Imran Khan, appearing in court in January 2009, told that Hyrbyair Marri and Faiz Baloch were branded terrorists after attempting to highlight the “brute violence, death and destruction” being meted out to Baloch people by the military.
When asked by Helena Kennedy QC, Imran Khan had told the court that he too would’ have been “willing to use violence against the Pakistan government if he had been from the country’s poorest province of Baluchistan where the army had killed and kidnapped citizens, made 75,000 homeless, rigged elections and controlled the courts”.
Imran Khan told the Woolwich Crown Court that the Pakistani military only understood military means and claimed that the army had committed human rights abuses in Baluchistan against the Baloch people.
Appearing before the Woolwich Crown Court for Faiz Balochi and Hyrbyair Marri, Imran Khan told the court he supported the right for people to take up arms against their government if there was no longer any other democratic alternative for them to pursue.
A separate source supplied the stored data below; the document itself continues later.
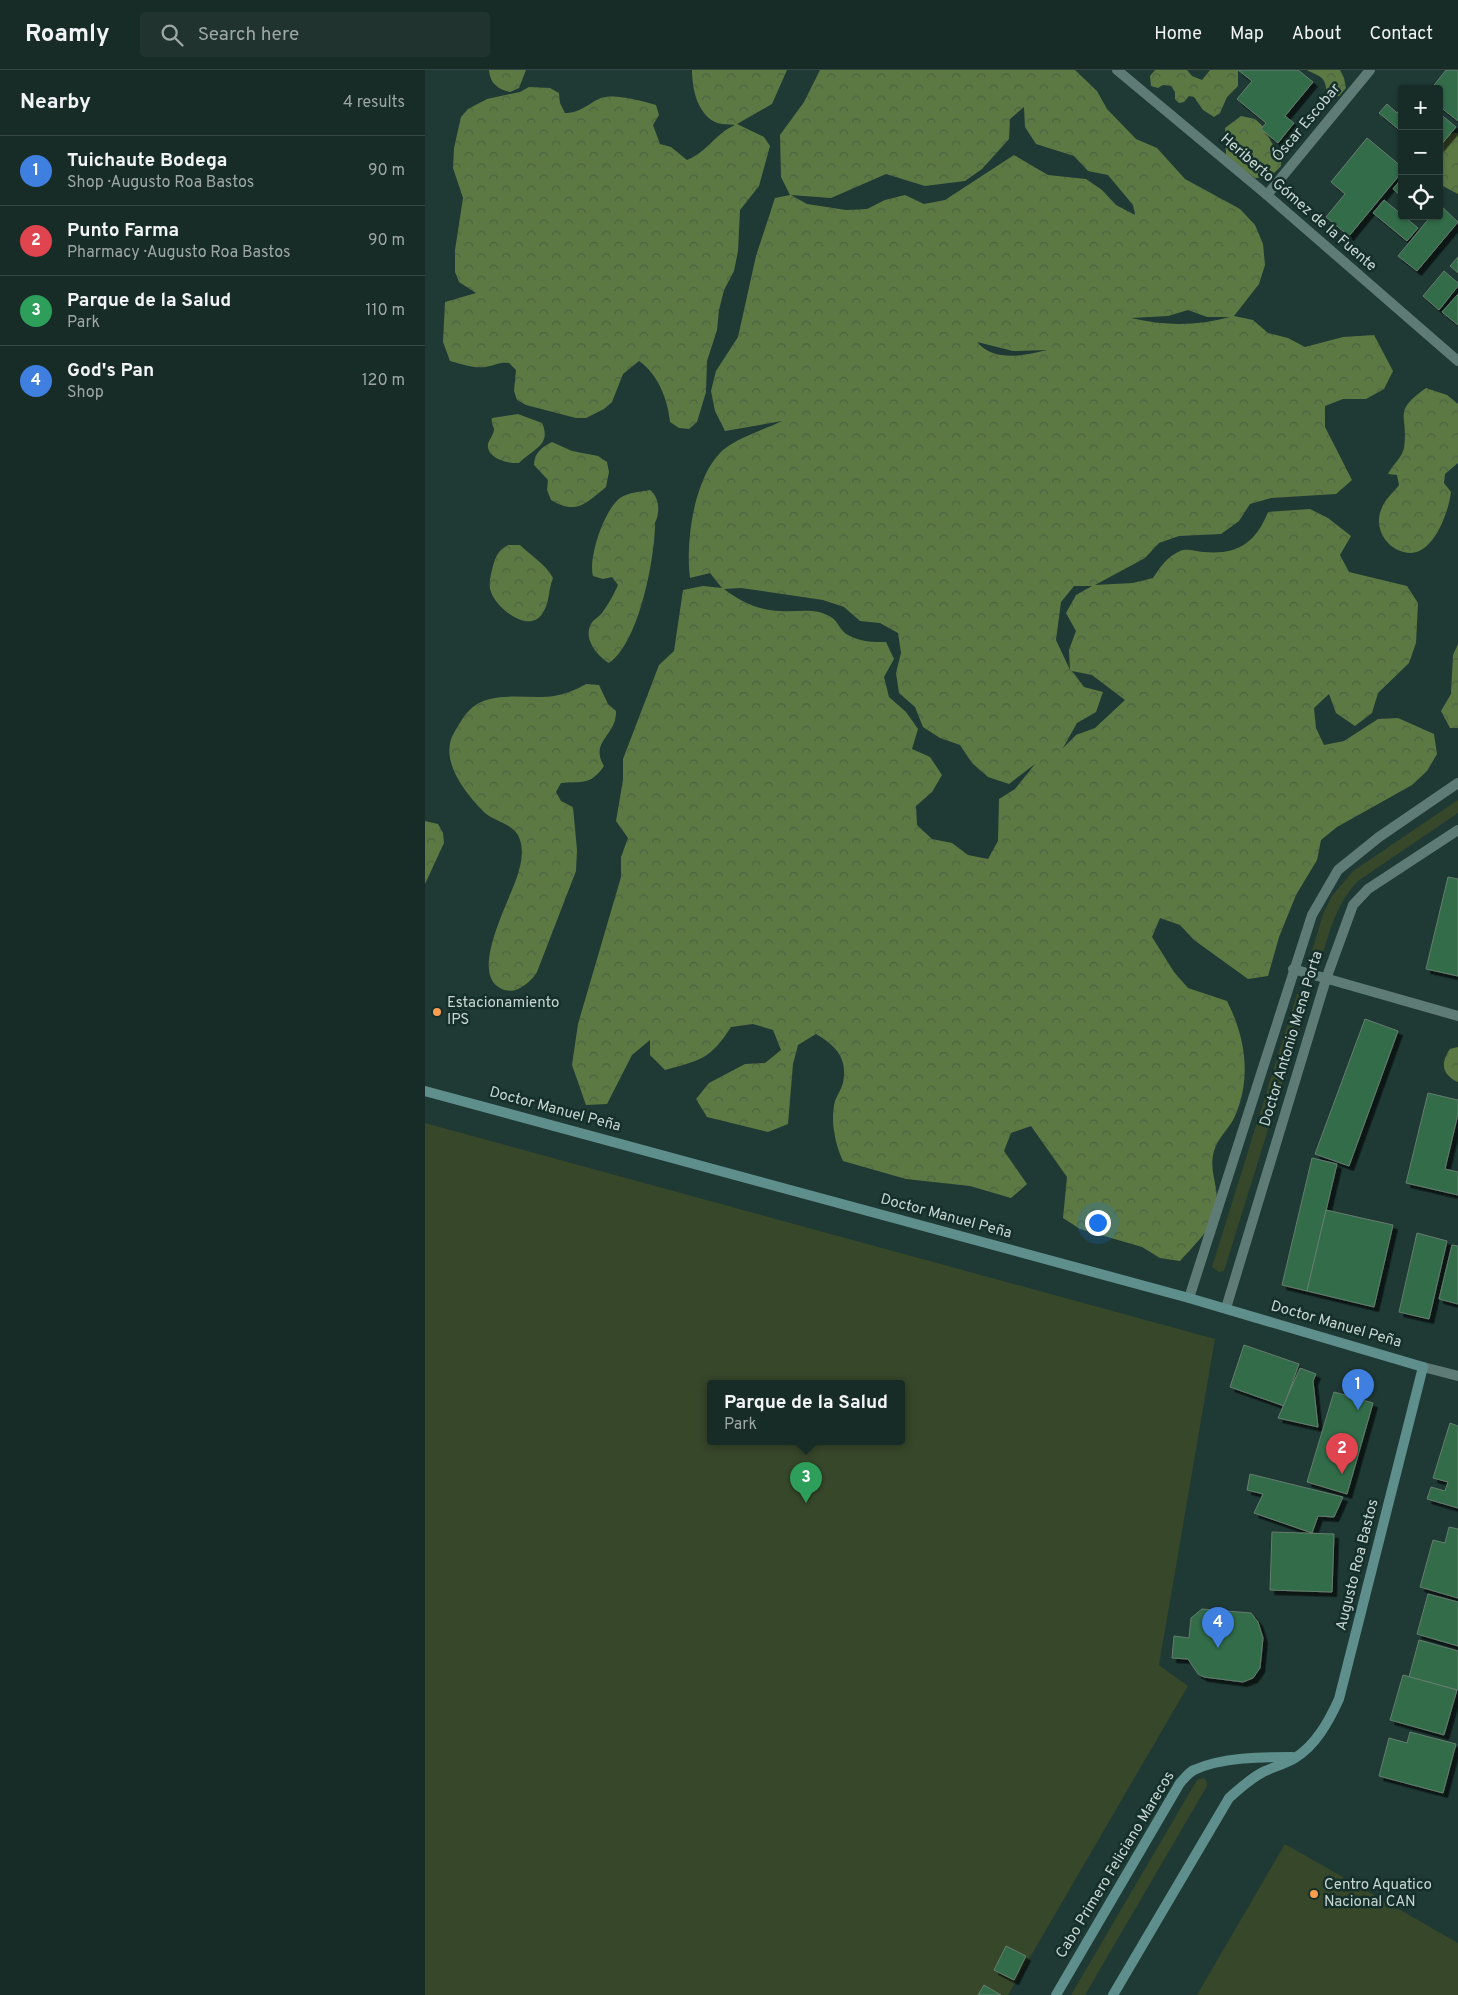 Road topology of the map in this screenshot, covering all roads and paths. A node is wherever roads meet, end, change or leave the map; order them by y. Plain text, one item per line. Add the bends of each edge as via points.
1 (1117, 70) edge
2 (1370, 70) edge
3 (1267, 195) junction
4 (1458, 361) edge
5 (1458, 783) edge
6 (1458, 830) edge
7 (1293, 969) junction
8 (1326, 978) junction
9 (1458, 1016) edge
10 (425, 1091) edge
11 (1189, 1298) junction
12 (1226, 1308) junction
13 (1423, 1366) junction
14 (1458, 1376) edge
15 (1296, 1757) junction
16 (1056, 1995) edge
17 (1113, 1995) edge

1 - 3 street, Heriberto Gómez de la Fuente
2 - 3 street, Óscar Escobar
3 - 4 street, Heriberto Gómez de la Fuente
5 - 7 street via 1379,837 1338,870 1312,915
6 - 8 street, Doctor Antonio Mena Porta via 1367,889 1353,905
7 - 8 street
7 - 11 street
8 - 9 street
8 - 12 street, Doctor Antonio Mena Porta
10 - 11 street, Doctor Manuel Peña
11 - 12 street, Doctor Manuel Peña
12 - 13 street, Doctor Manuel Peña
13 - 14 street, Doctor Manuel Peña
13 - 15 street, Augusto Roa Bastos via 1339,1699 1316,1739
15 - 16 street, Cabo Primero Feliciano Marecos via 1251,1757 1208,1765 1193,1770 1179,1783
15 - 17 street via 1262,1772 1229,1798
Imran Khan said it was a lie by Pakistan’s military that Faizi Baloch (also known as Faiz Balochi) and Hyrbyair Marri were involved in violence or sponsored terrorism.
Hyrbyair Marri and his co-defendant were on trial at Woolwich Crown Court accused of gathering information to help the Baluchistan Liberation Army (BLA), which is proscribed in Britain, and inciting murder in Pakistan via websites from their homes in London.
Mengal told the parliament that the statements of PM Imran Khan were not given to a Pakistani news channel or media outlet which could be edited due to pressure from the security establishment.
“If Imran Khan can talk about the independence of Balochistan in the context of the grievances of the people there, then we should also ignore the slip of tongue of Owais Noorani: “Mengal had said referring to the slip of the tongue of Shah Owais Noorani who had demanded an independent Balochistan in Pakistan Democratic Movement (PDM) Quetta Jalsa.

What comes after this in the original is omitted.